Requirement: The response must contain all of the entries, each one repeated exactly.

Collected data
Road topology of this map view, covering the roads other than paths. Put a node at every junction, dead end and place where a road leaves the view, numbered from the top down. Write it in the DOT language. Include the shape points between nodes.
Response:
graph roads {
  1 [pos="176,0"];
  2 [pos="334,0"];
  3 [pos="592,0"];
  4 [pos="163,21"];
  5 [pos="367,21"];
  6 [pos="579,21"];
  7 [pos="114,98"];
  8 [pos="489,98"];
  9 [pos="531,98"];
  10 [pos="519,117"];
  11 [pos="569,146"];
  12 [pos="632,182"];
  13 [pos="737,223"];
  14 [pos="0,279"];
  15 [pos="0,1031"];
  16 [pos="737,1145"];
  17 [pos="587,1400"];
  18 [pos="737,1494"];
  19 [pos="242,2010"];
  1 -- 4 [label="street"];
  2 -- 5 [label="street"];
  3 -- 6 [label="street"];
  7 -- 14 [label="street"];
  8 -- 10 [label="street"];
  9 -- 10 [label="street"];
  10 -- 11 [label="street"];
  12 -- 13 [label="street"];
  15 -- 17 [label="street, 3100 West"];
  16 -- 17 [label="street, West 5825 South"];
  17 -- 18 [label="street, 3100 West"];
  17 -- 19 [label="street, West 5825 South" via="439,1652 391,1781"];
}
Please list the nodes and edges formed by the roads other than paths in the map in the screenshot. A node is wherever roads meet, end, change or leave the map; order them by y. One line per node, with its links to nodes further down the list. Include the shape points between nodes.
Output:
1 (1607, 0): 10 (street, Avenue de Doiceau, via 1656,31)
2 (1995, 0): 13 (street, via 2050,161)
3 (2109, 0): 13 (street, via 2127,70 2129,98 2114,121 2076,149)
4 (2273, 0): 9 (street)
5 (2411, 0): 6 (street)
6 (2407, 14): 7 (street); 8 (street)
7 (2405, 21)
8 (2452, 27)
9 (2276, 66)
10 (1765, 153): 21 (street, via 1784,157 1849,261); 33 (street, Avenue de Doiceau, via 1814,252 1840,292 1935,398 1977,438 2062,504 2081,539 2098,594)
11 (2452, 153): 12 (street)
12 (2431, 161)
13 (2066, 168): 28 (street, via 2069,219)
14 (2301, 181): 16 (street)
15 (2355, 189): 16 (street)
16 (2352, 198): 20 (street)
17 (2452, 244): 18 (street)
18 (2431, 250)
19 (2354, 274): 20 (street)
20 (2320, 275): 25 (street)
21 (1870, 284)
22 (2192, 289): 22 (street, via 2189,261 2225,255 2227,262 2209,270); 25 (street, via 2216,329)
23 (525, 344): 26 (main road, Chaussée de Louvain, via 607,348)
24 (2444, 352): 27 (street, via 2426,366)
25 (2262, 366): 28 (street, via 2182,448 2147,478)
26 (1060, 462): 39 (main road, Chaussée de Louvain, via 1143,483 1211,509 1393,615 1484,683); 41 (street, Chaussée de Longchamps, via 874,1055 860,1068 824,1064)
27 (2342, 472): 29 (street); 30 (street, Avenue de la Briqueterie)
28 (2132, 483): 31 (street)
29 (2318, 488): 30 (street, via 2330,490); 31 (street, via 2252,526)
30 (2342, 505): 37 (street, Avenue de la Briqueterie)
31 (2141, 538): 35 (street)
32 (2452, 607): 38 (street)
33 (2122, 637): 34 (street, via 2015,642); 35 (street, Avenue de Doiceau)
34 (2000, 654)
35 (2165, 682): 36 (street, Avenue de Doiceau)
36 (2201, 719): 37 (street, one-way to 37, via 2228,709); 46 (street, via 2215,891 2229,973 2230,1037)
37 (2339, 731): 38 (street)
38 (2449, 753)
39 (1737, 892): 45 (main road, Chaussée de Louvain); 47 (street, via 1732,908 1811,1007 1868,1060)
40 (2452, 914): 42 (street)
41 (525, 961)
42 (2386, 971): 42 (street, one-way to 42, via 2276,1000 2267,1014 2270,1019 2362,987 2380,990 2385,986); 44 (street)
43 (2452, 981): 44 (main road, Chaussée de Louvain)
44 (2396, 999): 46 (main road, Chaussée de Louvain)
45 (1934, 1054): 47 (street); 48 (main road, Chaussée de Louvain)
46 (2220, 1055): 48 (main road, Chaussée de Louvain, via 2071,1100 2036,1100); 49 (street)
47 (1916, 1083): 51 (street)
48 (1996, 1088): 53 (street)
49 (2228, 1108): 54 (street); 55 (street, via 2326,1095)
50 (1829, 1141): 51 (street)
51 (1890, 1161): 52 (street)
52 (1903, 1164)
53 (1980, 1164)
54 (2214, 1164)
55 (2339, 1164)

Answer for the task:
Road topology of this map view, covering the roads other than paths. Put a node at every junction, dead end and place where a road leaves the view, numbered from the top down. Write it in the DOT language. Include the shape points between nodes.
Response:
graph roads {
  1 [pos="176,0"];
  2 [pos="334,0"];
  3 [pos="592,0"];
  4 [pos="163,21"];
  5 [pos="367,21"];
  6 [pos="579,21"];
  7 [pos="114,98"];
  8 [pos="489,98"];
  9 [pos="531,98"];
  10 [pos="519,117"];
  11 [pos="569,146"];
  12 [pos="632,182"];
  13 [pos="737,223"];
  14 [pos="0,279"];
  15 [pos="0,1031"];
  16 [pos="737,1145"];
  17 [pos="587,1400"];
  18 [pos="737,1494"];
  19 [pos="242,2010"];
  1 -- 4 [label="street"];
  2 -- 5 [label="street"];
  3 -- 6 [label="street"];
  7 -- 14 [label="street"];
  8 -- 10 [label="street"];
  9 -- 10 [label="street"];
  10 -- 11 [label="street"];
  12 -- 13 [label="street"];
  15 -- 17 [label="street, 3100 West"];
  16 -- 17 [label="street, West 5825 South"];
  17 -- 18 [label="street, 3100 West"];
  17 -- 19 [label="street, West 5825 South" via="439,1652 391,1781"];
}
Please list the nodes and edges formed by the roads other than paths in the map in the screenshot. A node is wherever roads meet, end, change or leave the map; order them by y. One line per node, with its links to nodes further down the list. Include the shape points between nodes.
Output:
1 (1607, 0): 10 (street, Avenue de Doiceau, via 1656,31)
2 (1995, 0): 13 (street, via 2050,161)
3 (2109, 0): 13 (street, via 2127,70 2129,98 2114,121 2076,149)
4 (2273, 0): 9 (street)
5 (2411, 0): 6 (street)
6 (2407, 14): 7 (street); 8 (street)
7 (2405, 21)
8 (2452, 27)
9 (2276, 66)
10 (1765, 153): 21 (street, via 1784,157 1849,261); 33 (street, Avenue de Doiceau, via 1814,252 1840,292 1935,398 1977,438 2062,504 2081,539 2098,594)
11 (2452, 153): 12 (street)
12 (2431, 161)
13 (2066, 168): 28 (street, via 2069,219)
14 (2301, 181): 16 (street)
15 (2355, 189): 16 (street)
16 (2352, 198): 20 (street)
17 (2452, 244): 18 (street)
18 (2431, 250)
19 (2354, 274): 20 (street)
20 (2320, 275): 25 (street)
21 (1870, 284)
22 (2192, 289): 22 (street, via 2189,261 2225,255 2227,262 2209,270); 25 (street, via 2216,329)
23 (525, 344): 26 (main road, Chaussée de Louvain, via 607,348)
24 (2444, 352): 27 (street, via 2426,366)
25 (2262, 366): 28 (street, via 2182,448 2147,478)
26 (1060, 462): 39 (main road, Chaussée de Louvain, via 1143,483 1211,509 1393,615 1484,683); 41 (street, Chaussée de Longchamps, via 874,1055 860,1068 824,1064)
27 (2342, 472): 29 (street); 30 (street, Avenue de la Briqueterie)
28 (2132, 483): 31 (street)
29 (2318, 488): 30 (street, via 2330,490); 31 (street, via 2252,526)
30 (2342, 505): 37 (street, Avenue de la Briqueterie)
31 (2141, 538): 35 (street)
32 (2452, 607): 38 (street)
33 (2122, 637): 34 (street, via 2015,642); 35 (street, Avenue de Doiceau)
34 (2000, 654)
35 (2165, 682): 36 (street, Avenue de Doiceau)
36 (2201, 719): 37 (street, one-way to 37, via 2228,709); 46 (street, via 2215,891 2229,973 2230,1037)
37 (2339, 731): 38 (street)
38 (2449, 753)
39 (1737, 892): 45 (main road, Chaussée de Louvain); 47 (street, via 1732,908 1811,1007 1868,1060)
40 (2452, 914): 42 (street)
41 (525, 961)
42 (2386, 971): 42 (street, one-way to 42, via 2276,1000 2267,1014 2270,1019 2362,987 2380,990 2385,986); 44 (street)
43 (2452, 981): 44 (main road, Chaussée de Louvain)
44 (2396, 999): 46 (main road, Chaussée de Louvain)
45 (1934, 1054): 47 (street); 48 (main road, Chaussée de Louvain)
46 (2220, 1055): 48 (main road, Chaussée de Louvain, via 2071,1100 2036,1100); 49 (street)
47 (1916, 1083): 51 (street)
48 (1996, 1088): 53 (street)
49 (2228, 1108): 54 (street); 55 (street, via 2326,1095)
50 (1829, 1141): 51 (street)
51 (1890, 1161): 52 (street)
52 (1903, 1164)
53 (1980, 1164)
54 (2214, 1164)
55 (2339, 1164)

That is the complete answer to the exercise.